* _TASK INSTRUCTIONS_: Your result should be the lines holding the word "Никольский", copied from the entries below.

* _EXTRACTED RECORDS_:
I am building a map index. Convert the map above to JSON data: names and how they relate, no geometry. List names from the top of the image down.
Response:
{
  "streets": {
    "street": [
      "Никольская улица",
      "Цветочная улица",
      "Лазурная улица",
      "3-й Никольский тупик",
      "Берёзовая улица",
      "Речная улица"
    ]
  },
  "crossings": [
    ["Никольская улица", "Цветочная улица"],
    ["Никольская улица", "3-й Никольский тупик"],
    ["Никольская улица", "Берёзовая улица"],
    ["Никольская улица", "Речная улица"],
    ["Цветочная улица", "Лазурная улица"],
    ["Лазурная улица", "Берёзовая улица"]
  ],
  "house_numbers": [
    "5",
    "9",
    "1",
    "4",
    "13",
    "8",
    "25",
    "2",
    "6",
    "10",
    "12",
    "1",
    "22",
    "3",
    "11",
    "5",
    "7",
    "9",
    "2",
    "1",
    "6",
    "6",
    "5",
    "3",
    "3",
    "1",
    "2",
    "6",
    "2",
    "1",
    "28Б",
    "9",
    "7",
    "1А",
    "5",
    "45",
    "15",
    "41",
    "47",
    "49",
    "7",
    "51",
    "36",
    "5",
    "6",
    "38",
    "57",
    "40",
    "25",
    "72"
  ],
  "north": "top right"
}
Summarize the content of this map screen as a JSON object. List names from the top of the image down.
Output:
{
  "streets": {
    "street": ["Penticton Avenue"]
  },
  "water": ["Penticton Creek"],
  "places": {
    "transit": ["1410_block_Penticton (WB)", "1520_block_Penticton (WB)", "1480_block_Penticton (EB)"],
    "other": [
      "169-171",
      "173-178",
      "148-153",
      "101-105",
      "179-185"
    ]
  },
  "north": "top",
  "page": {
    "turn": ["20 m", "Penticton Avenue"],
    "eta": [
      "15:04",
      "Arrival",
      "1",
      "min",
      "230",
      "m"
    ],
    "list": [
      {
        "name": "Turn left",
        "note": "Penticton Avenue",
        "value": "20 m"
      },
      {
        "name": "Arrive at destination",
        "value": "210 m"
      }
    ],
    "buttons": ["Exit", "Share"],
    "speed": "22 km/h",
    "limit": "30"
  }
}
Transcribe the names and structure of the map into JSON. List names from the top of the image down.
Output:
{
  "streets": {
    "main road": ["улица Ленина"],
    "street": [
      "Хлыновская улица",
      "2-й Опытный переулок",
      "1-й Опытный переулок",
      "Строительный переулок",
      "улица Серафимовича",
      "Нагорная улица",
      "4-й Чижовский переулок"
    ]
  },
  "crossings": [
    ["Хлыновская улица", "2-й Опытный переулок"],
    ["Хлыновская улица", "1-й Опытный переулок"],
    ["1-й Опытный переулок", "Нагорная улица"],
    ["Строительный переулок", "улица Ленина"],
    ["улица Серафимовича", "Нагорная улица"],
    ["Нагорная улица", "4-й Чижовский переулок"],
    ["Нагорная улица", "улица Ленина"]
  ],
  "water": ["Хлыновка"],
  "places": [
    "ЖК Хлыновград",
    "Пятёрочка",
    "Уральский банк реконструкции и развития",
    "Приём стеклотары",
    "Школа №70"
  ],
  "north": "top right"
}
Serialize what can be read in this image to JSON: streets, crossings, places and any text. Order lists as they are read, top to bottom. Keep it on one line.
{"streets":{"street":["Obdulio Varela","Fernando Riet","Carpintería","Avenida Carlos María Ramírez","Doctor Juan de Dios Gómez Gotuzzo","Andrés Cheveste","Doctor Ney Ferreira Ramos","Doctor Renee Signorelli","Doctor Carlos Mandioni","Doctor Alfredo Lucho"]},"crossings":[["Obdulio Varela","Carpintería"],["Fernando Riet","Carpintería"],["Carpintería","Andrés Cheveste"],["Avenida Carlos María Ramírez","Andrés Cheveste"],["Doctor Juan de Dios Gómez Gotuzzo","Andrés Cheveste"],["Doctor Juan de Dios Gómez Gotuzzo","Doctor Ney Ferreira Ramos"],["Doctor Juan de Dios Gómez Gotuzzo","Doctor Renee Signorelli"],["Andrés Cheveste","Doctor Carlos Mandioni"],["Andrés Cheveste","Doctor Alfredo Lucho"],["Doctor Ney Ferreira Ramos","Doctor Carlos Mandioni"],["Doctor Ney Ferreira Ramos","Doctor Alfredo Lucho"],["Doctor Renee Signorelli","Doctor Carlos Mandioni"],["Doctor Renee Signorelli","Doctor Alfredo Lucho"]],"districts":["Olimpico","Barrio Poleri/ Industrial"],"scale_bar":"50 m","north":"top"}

* _WRITTEN RESPONSE_:
      "3-й Никольский тупик",
    ["Никольская улица", "3-й Никольский тупик"],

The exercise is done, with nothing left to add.